N.B. Le traduzioni dei testi sacri all’interno del presente articolo sono state eseguite da studiosi autorevoli. Si declina ogni responsabilità in caso di versione inesatta da un punto di vista filologico e linguistico.
E' più facile nei tempi dilaniati da forti contrapposizioni che i pregiudizi si radichino in modo assai tenace. Bene o male, assistiamo almeno dall'inside job del giorno 11 settembre 2001, ad una demonizzazione indiscriminata dell'Islam. Ora, premesso che tutte le fedi si possono ritenere dei soffi spirituali cristallizzati, se non, in talune circostanze, delle costruzioni ideologiche più dannose che ininfluenti, è disdicevole criminalizzare in toto espressioni culturali in cui si trova pure qualche gemma, per di più per ragioni di Realpolitik. Guido Gozzano osserva che un credo nasce puro, ma presto esso degenera in idolatria. Come dargli torto?
Si ripete che le donne, all'interno del mondo musulmano, sono succube degli uomini, essendo costrette tra l’altro a portare il velo. Consideriamo solo la questione del velo. Scrive Francesca Zamboni: "In origine il chādor indicava lo status sociale di una donna, poiché il suo impiego serviva loro per distinguersi da quelle che non lo adoperavano, ovvero le cortigiane e le ancelle. I sovrani persiani si servivano di questo mezzo di identificazione così come era abituale tra i Greci ed i Bizantini, le cui mogli non potevano mostrarsi in pubblico con il viso completamente scoperto. Una pratica pre-islamica, questa, che ha trovato il suo seguito sia nel chādor sia nell’hijāb (drappo di seta sul viso). [...] Il niqāb, altro tipo di velo appartenente alla tradizione islamica ed indossato in Arabia Saudita, Iran e Marocco, copre, a differenza dello chādor, tutto il corpo della donna, lasciando scoperti solo gli occhi.
L'apice della segregazione e sottomissione femminile è, però, rappresentato da due tipi di burqa: il primo, di colore blu, copre completamente il corpo ed il volto della donna e qualche volta è provvisto di una piccola rete per favorire la visibilità; il secondo è un velo che copre interamente la testa, lasciando liberi gli occhi. [...] Si tratta di un'estremizzazione dei precetti coranici classici, poiché il Libro sacro considera il velo lo strumento tramite cui le donne possono distinguersi dalle concubine. Quindi l’uso del velo presuppone la possibilità, per il Corano, di essere riconosciute”.

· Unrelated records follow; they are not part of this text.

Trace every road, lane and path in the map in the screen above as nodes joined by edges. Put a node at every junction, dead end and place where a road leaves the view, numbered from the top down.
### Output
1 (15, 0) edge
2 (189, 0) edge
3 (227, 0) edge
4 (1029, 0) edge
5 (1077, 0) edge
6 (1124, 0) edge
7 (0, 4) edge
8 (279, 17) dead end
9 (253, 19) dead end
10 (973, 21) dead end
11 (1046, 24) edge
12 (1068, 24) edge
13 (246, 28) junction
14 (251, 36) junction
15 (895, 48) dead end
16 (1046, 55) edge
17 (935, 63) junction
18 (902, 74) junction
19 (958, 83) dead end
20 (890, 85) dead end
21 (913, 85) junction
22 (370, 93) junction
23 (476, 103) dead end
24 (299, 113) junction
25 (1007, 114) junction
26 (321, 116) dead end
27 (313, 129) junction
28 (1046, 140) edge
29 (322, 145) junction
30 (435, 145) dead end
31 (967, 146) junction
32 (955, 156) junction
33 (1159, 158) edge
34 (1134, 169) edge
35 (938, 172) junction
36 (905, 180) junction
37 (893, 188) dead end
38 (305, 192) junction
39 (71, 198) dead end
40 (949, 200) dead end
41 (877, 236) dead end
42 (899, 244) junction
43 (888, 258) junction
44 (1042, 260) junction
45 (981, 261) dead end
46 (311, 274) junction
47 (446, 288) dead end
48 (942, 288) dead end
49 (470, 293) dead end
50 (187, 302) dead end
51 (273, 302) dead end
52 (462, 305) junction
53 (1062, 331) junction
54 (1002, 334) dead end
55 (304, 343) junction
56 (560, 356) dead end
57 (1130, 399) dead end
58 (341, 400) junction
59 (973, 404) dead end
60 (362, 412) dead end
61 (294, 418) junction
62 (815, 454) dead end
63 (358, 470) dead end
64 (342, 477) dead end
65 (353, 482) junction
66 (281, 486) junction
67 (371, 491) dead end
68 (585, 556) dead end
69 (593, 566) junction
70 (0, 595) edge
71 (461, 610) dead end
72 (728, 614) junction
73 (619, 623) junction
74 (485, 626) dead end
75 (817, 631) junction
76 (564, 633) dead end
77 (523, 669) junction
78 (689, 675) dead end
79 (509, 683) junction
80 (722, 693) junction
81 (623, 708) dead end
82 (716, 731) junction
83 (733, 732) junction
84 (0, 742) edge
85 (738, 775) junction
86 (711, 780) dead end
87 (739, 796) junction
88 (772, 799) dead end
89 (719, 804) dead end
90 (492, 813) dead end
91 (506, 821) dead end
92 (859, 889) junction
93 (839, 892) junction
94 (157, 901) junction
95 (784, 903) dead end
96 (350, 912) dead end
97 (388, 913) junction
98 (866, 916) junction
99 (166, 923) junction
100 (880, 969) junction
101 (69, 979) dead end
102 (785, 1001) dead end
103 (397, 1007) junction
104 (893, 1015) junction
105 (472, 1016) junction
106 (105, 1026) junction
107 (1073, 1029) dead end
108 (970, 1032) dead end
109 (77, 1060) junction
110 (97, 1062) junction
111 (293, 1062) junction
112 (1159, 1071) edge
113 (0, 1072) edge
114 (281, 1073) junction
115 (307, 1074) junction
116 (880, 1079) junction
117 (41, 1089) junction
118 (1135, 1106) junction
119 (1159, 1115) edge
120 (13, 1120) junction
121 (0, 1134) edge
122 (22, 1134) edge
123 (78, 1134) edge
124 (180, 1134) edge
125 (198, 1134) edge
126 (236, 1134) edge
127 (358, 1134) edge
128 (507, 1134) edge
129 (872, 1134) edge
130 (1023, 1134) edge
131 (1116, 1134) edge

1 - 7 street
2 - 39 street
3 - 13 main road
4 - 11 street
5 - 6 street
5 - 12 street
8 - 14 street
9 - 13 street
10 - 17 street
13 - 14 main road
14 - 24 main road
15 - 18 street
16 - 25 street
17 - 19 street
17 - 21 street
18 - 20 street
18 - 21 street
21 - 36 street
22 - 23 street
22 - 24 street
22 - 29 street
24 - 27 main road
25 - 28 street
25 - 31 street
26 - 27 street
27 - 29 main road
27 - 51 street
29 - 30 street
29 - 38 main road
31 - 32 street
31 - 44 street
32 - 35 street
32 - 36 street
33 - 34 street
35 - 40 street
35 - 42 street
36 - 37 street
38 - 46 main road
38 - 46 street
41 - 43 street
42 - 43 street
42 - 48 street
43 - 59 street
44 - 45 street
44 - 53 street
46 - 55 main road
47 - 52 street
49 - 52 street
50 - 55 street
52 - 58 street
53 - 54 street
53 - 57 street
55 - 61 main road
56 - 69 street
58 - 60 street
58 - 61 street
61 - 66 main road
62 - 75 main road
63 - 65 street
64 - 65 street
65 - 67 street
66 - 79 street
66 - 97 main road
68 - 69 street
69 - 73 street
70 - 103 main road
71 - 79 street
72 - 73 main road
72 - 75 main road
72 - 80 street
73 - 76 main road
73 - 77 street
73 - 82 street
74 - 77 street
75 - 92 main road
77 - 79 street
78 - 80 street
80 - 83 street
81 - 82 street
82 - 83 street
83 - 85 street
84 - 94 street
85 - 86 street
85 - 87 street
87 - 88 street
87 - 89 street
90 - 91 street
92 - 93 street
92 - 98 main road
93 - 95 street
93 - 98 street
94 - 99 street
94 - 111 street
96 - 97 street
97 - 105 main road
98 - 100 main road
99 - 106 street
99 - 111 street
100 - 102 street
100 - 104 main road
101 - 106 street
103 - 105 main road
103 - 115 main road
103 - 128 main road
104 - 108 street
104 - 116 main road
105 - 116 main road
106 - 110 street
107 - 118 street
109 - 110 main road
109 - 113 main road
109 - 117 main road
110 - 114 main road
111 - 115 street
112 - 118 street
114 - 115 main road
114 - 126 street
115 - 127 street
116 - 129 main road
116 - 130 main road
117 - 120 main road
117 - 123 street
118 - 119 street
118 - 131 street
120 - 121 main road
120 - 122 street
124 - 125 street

Mentre nel mondo maomettano si è assistito ad un progressivo inasprimento di molti precetti, nel Cristianesimo, in particolare nel Cattolicesimo ed in molte chiese cosiddette evangeliche, pristine norme sono state addolcite o rimosse. Paolo (o chi per lui) ordina: "Perché se una donna non si mette il velo, si tagli anche i capelli. Ora, se è cosa vergognosa per una donna avere i capelli tagliati o essere rasata, allora si copra il capo con un velo. L'uomo non deve coprirsi il capo, poiché egli è immagine e gloria di Dio; la donna, invece, è gloria dell'uomo. E infatti non l'uomo deriva dalla donna, ma la donna dall'uomo; né l'uomo fu creato per la donna, ma la donna per l'uomo. Per questo la donna deve portare sul capo un segno della sua dipendenza a causa degli angeli”. (Corinzi, I, 11: 6)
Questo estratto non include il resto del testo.